WHAT THIS TASK INVOLVES: The pictures are to be left out when the listing below is reproduced word for word.

RECORDS FOR THE EXERCISE:
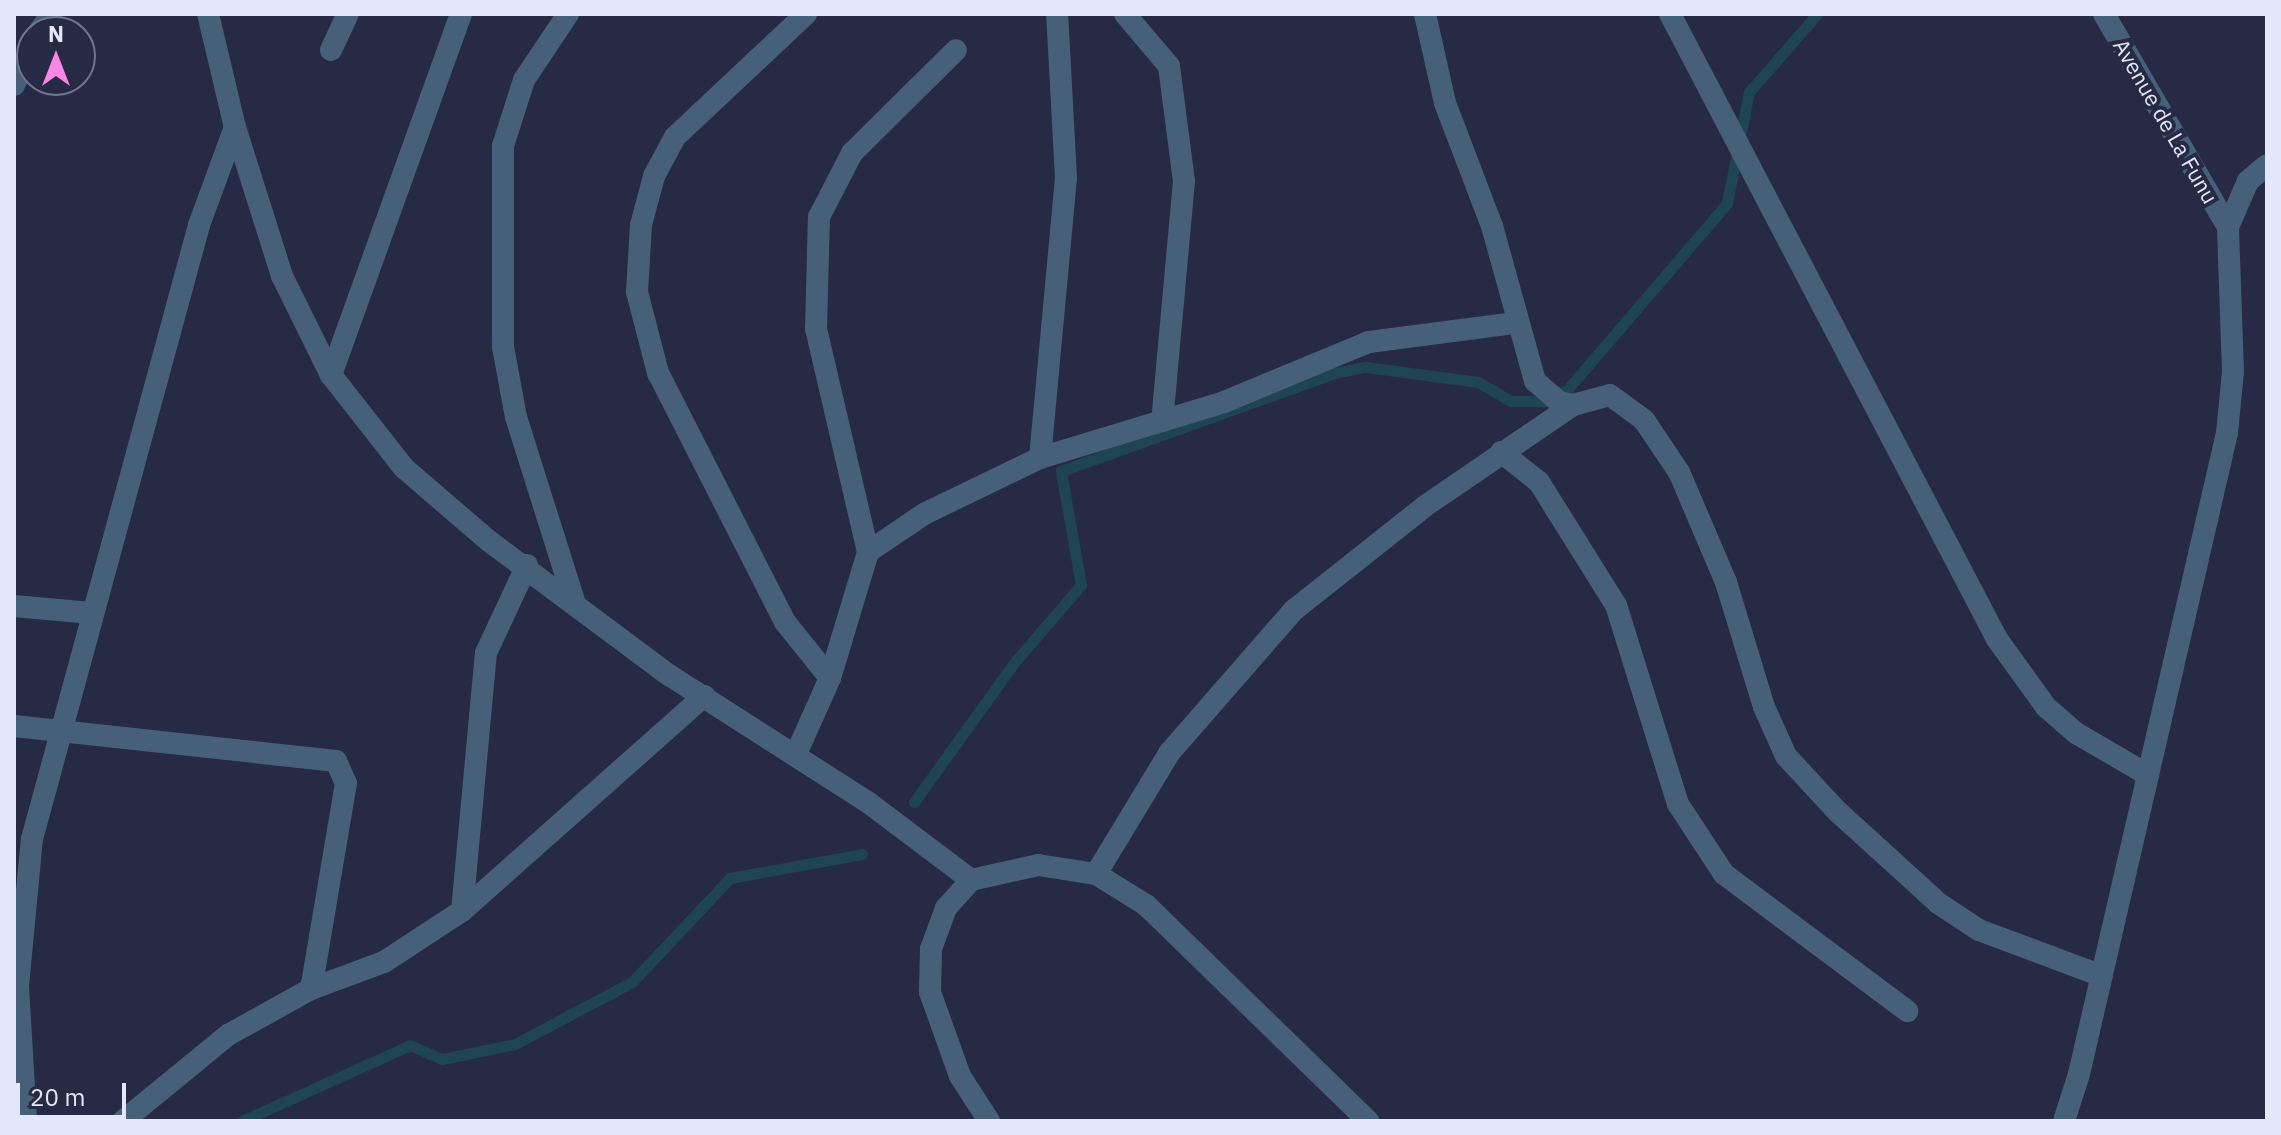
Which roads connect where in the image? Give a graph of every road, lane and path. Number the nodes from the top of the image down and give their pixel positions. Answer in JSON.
{"nodes":[{"id":1,"x":208,"y":14,"type":"edge"},
{"id":2,"x":348,"y":14,"type":"edge"},
{"id":3,"x":461,"y":14,"type":"edge"},
{"id":4,"x":568,"y":14,"type":"edge"},
{"id":5,"x":806,"y":14,"type":"edge"},
{"id":6,"x":1057,"y":14,"type":"edge"},
{"id":7,"x":1125,"y":14,"type":"edge"},
{"id":8,"x":1425,"y":14,"type":"edge"},
{"id":9,"x":1670,"y":14,"type":"edge"},
{"id":10,"x":2104,"y":14,"type":"edge"},
{"id":11,"x":331,"y":50,"type":"dead end"},
{"id":12,"x":956,"y":50,"type":"dead end"},
{"id":13,"x":235,"y":127,"type":"junction"},
{"id":14,"x":2267,"y":165,"type":"edge"},
{"id":15,"x":2228,"y":227,"type":"junction"},
{"id":16,"x":1516,"y":323,"type":"junction"},
{"id":17,"x":331,"y":375,"type":"junction"},
{"id":18,"x":1566,"y":404,"type":"junction"},
{"id":19,"x":1162,"y":421,"type":"junction"},
{"id":20,"x":1501,"y":452,"type":"junction"},
{"id":21,"x":1040,"y":458,"type":"junction"},
{"id":22,"x":868,"y":552,"type":"junction"},
{"id":23,"x":527,"y":565,"type":"junction"},
{"id":24,"x":574,"y":601,"type":"junction"},
{"id":25,"x":14,"y":606,"type":"edge"},
{"id":26,"x":92,"y":613,"type":"junction"},
{"id":27,"x":830,"y":678,"type":"junction"},
{"id":28,"x":704,"y":696,"type":"junction"},
{"id":29,"x":14,"y":726,"type":"edge"},
{"id":30,"x":58,"y":729,"type":"junction"},
{"id":31,"x":796,"y":754,"type":"junction"},
{"id":32,"x":2148,"y":775,"type":"junction"},
{"id":33,"x":1096,"y":874,"type":"junction"},
{"id":34,"x":971,"y":880,"type":"junction"},
{"id":35,"x":462,"y":911,"type":"junction"},
{"id":36,"x":2102,"y":976,"type":"junction"},
{"id":37,"x":311,"y":989,"type":"junction"},
{"id":38,"x":1907,"y":1011,"type":"dead end"},
{"id":39,"x":26,"y":1121,"type":"edge"},
{"id":40,"x":123,"y":1121,"type":"edge"},
{"id":41,"x":989,"y":1121,"type":"edge"},
{"id":42,"x":1368,"y":1121,"type":"edge"},
{"id":43,"x":2064,"y":1121,"type":"edge"}],
"edges":[{"from":1,"to":13,"type":"street"},
{"from":2,"to":11,"type":"street"},
{"from":3,"to":17,"type":"street"},
{"from":4,"to":24,"type":"street"},
{"from":5,"to":27,"type":"street"},
{"from":6,"to":21,"type":"street"},
{"from":7,"to":19,"type":"street"},
{"from":8,"to":16,"type":"street"},
{"from":9,"to":32,"type":"street"},
{"from":10,"to":15,"type":"street","name":"Avenue de La Funu"},
{"from":12,"to":22,"type":"street"},
{"from":13,"to":17,"type":"street"},
{"from":13,"to":26,"type":"street"},
{"from":14,"to":15,"type":"street"},
{"from":15,"to":32,"type":"street"},
{"from":16,"to":18,"type":"street"},
{"from":16,"to":19,"type":"street"},
{"from":17,"to":23,"type":"street"},
{"from":18,"to":20,"type":"street"},
{"from":18,"to":36,"type":"street"},
{"from":19,"to":21,"type":"street"},
{"from":20,"to":33,"type":"street"},
{"from":20,"to":38,"type":"street"},
{"from":21,"to":22,"type":"street"},
{"from":22,"to":27,"type":"street"},
{"from":23,"to":24,"type":"street"},
{"from":23,"to":35,"type":"street"},
{"from":24,"to":28,"type":"street"},
{"from":25,"to":26,"type":"street"},
{"from":26,"to":30,"type":"street"},
{"from":27,"to":31,"type":"street"},
{"from":28,"to":31,"type":"street"},
{"from":28,"to":35,"type":"street"},
{"from":29,"to":30,"type":"street"},
{"from":30,"to":37,"type":"street"},
{"from":30,"to":39,"type":"street"},
{"from":31,"to":34,"type":"street"},
{"from":32,"to":36,"type":"street"},
{"from":33,"to":34,"type":"street"},
{"from":33,"to":42,"type":"street"},
{"from":34,"to":41,"type":"street"},
{"from":35,"to":37,"type":"street"},
{"from":36,"to":43,"type":"street"},
{"from":37,"to":40,"type":"street"}]}
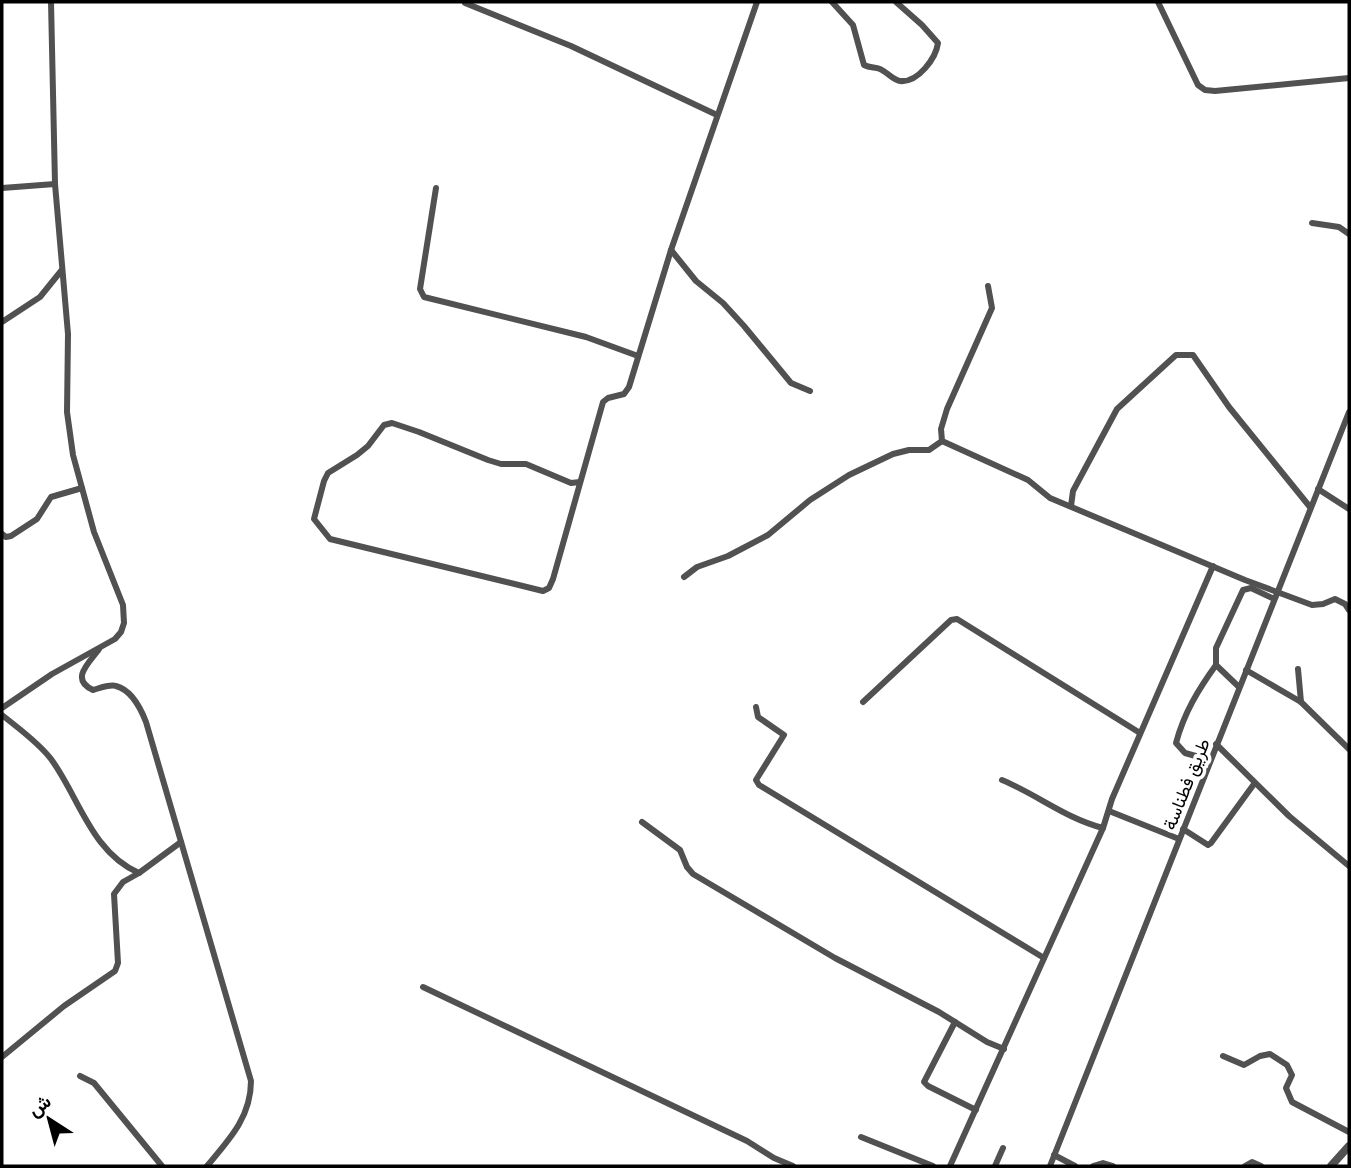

RESPONSE BELOW:
Which roads connect where in the image? Give a graph of every road, lane and path. Number the nodes from the top of the image down and give their pixel positions. Answer in JSON.
{"nodes":[{"id":1,"x":208,"y":14,"type":"edge"},
{"id":2,"x":348,"y":14,"type":"edge"},
{"id":3,"x":461,"y":14,"type":"edge"},
{"id":4,"x":568,"y":14,"type":"edge"},
{"id":5,"x":806,"y":14,"type":"edge"},
{"id":6,"x":1057,"y":14,"type":"edge"},
{"id":7,"x":1125,"y":14,"type":"edge"},
{"id":8,"x":1425,"y":14,"type":"edge"},
{"id":9,"x":1670,"y":14,"type":"edge"},
{"id":10,"x":2104,"y":14,"type":"edge"},
{"id":11,"x":331,"y":50,"type":"dead end"},
{"id":12,"x":956,"y":50,"type":"dead end"},
{"id":13,"x":235,"y":127,"type":"junction"},
{"id":14,"x":2267,"y":165,"type":"edge"},
{"id":15,"x":2228,"y":227,"type":"junction"},
{"id":16,"x":1516,"y":323,"type":"junction"},
{"id":17,"x":331,"y":375,"type":"junction"},
{"id":18,"x":1566,"y":404,"type":"junction"},
{"id":19,"x":1162,"y":421,"type":"junction"},
{"id":20,"x":1501,"y":452,"type":"junction"},
{"id":21,"x":1040,"y":458,"type":"junction"},
{"id":22,"x":868,"y":552,"type":"junction"},
{"id":23,"x":527,"y":565,"type":"junction"},
{"id":24,"x":574,"y":601,"type":"junction"},
{"id":25,"x":14,"y":606,"type":"edge"},
{"id":26,"x":92,"y":613,"type":"junction"},
{"id":27,"x":830,"y":678,"type":"junction"},
{"id":28,"x":704,"y":696,"type":"junction"},
{"id":29,"x":14,"y":726,"type":"edge"},
{"id":30,"x":58,"y":729,"type":"junction"},
{"id":31,"x":796,"y":754,"type":"junction"},
{"id":32,"x":2148,"y":775,"type":"junction"},
{"id":33,"x":1096,"y":874,"type":"junction"},
{"id":34,"x":971,"y":880,"type":"junction"},
{"id":35,"x":462,"y":911,"type":"junction"},
{"id":36,"x":2102,"y":976,"type":"junction"},
{"id":37,"x":311,"y":989,"type":"junction"},
{"id":38,"x":1907,"y":1011,"type":"dead end"},
{"id":39,"x":26,"y":1121,"type":"edge"},
{"id":40,"x":123,"y":1121,"type":"edge"},
{"id":41,"x":989,"y":1121,"type":"edge"},
{"id":42,"x":1368,"y":1121,"type":"edge"},
{"id":43,"x":2064,"y":1121,"type":"edge"}],
"edges":[{"from":1,"to":13,"type":"street"},
{"from":2,"to":11,"type":"street"},
{"from":3,"to":17,"type":"street"},
{"from":4,"to":24,"type":"street"},
{"from":5,"to":27,"type":"street"},
{"from":6,"to":21,"type":"street"},
{"from":7,"to":19,"type":"street"},
{"from":8,"to":16,"type":"street"},
{"from":9,"to":32,"type":"street"},
{"from":10,"to":15,"type":"street","name":"Avenue de La Funu"},
{"from":12,"to":22,"type":"street"},
{"from":13,"to":17,"type":"street"},
{"from":13,"to":26,"type":"street"},
{"from":14,"to":15,"type":"street"},
{"from":15,"to":32,"type":"street"},
{"from":16,"to":18,"type":"street"},
{"from":16,"to":19,"type":"street"},
{"from":17,"to":23,"type":"street"},
{"from":18,"to":20,"type":"street"},
{"from":18,"to":36,"type":"street"},
{"from":19,"to":21,"type":"street"},
{"from":20,"to":33,"type":"street"},
{"from":20,"to":38,"type":"street"},
{"from":21,"to":22,"type":"street"},
{"from":22,"to":27,"type":"street"},
{"from":23,"to":24,"type":"street"},
{"from":23,"to":35,"type":"street"},
{"from":24,"to":28,"type":"street"},
{"from":25,"to":26,"type":"street"},
{"from":26,"to":30,"type":"street"},
{"from":27,"to":31,"type":"street"},
{"from":28,"to":31,"type":"street"},
{"from":28,"to":35,"type":"street"},
{"from":29,"to":30,"type":"street"},
{"from":30,"to":37,"type":"street"},
{"from":30,"to":39,"type":"street"},
{"from":31,"to":34,"type":"street"},
{"from":32,"to":36,"type":"street"},
{"from":33,"to":34,"type":"street"},
{"from":33,"to":42,"type":"street"},
{"from":34,"to":41,"type":"street"},
{"from":35,"to":37,"type":"street"},
{"from":36,"to":43,"type":"street"},
{"from":37,"to":40,"type":"street"}]}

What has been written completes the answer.